═════ SUPPLIED MATERIAL
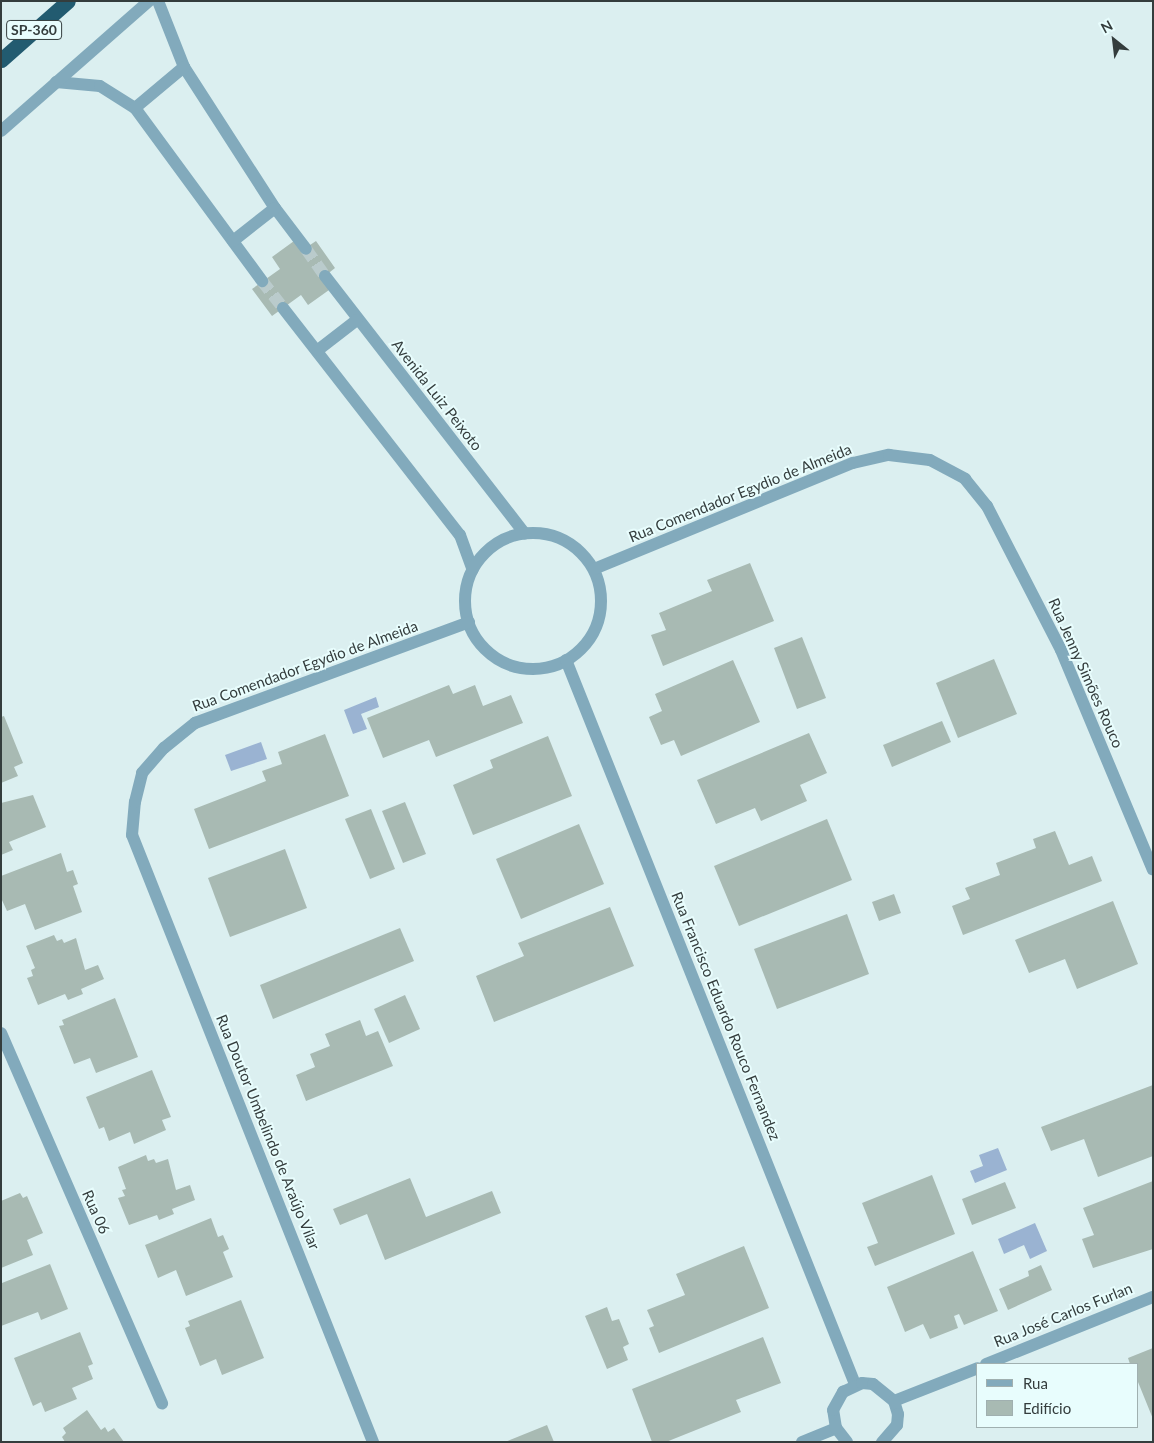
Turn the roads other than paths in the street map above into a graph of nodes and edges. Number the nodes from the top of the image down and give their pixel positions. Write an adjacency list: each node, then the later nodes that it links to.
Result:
1 (68, 1): 4 (highway, SP-360)
2 (149, 1): 6 (street)
3 (158, 1): 5 (street)
4 (1, 60)
5 (184, 68): 7 (street); 9 (street)
6 (56, 82): 7 (street); 8 (street)
7 (135, 108): 10 (street)
8 (1, 132)
9 (276, 208): 10 (street); 11 (street)
10 (233, 241): 13 (street)
11 (306, 248)
12 (325, 276): 15 (street, Avenida Luiz Peixoto)
13 (262, 281)
14 (283, 308): 16 (street)
15 (357, 320): 16 (street); 18 (street, Avenida Luiz Peixoto)
16 (318, 350): 20 (street)
17 (930, 460): 19 (street, Rua Comendador Egydio de Almeida); 24 (street, Rua Jenny Simões Rouco)
18 (525, 534): 19 (street); 20 (street)
19 (594, 569): 22 (street)
20 (473, 570): 21 (street)
21 (469, 622): 22 (street); 23 (street, Rua Comendador Egydio de Almeida)
22 (566, 660): 30 (street, Rua Francisco Eduardo Rouco Fernandez)
23 (132, 835): 34 (street, Rua Doutor Umbelindo de Araújo Vilar)
24 (1153, 870)
25 (1, 1033): 26 (street, Rua 06)
26 (6, 1058): 32 (street, Rua 06)
27 (1153, 1297): 28 (street, Rua José Carlos Furlan)
28 (988, 1363)
29 (976, 1369): 31 (street)
30 (855, 1384): 31 (street); 33 (street)
31 (894, 1401): 37 (street)
32 (162, 1403)
33 (836, 1428): 35 (street); 36 (street)
34 (373, 1442)
35 (802, 1442)
36 (847, 1442)
37 (882, 1442)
══════════
* **WHAT NEEDS TO BE DONE**: Would you report every line of the entries above containing the word "Egydio"?

* **COMPLETED EXERCISE**:
17 (930, 460): 19 (street, Rua Comendador Egydio de Almeida); 24 (street, Rua Jenny Simões Rouco)
21 (469, 622): 22 (street); 23 (street, Rua Comendador Egydio de Almeida)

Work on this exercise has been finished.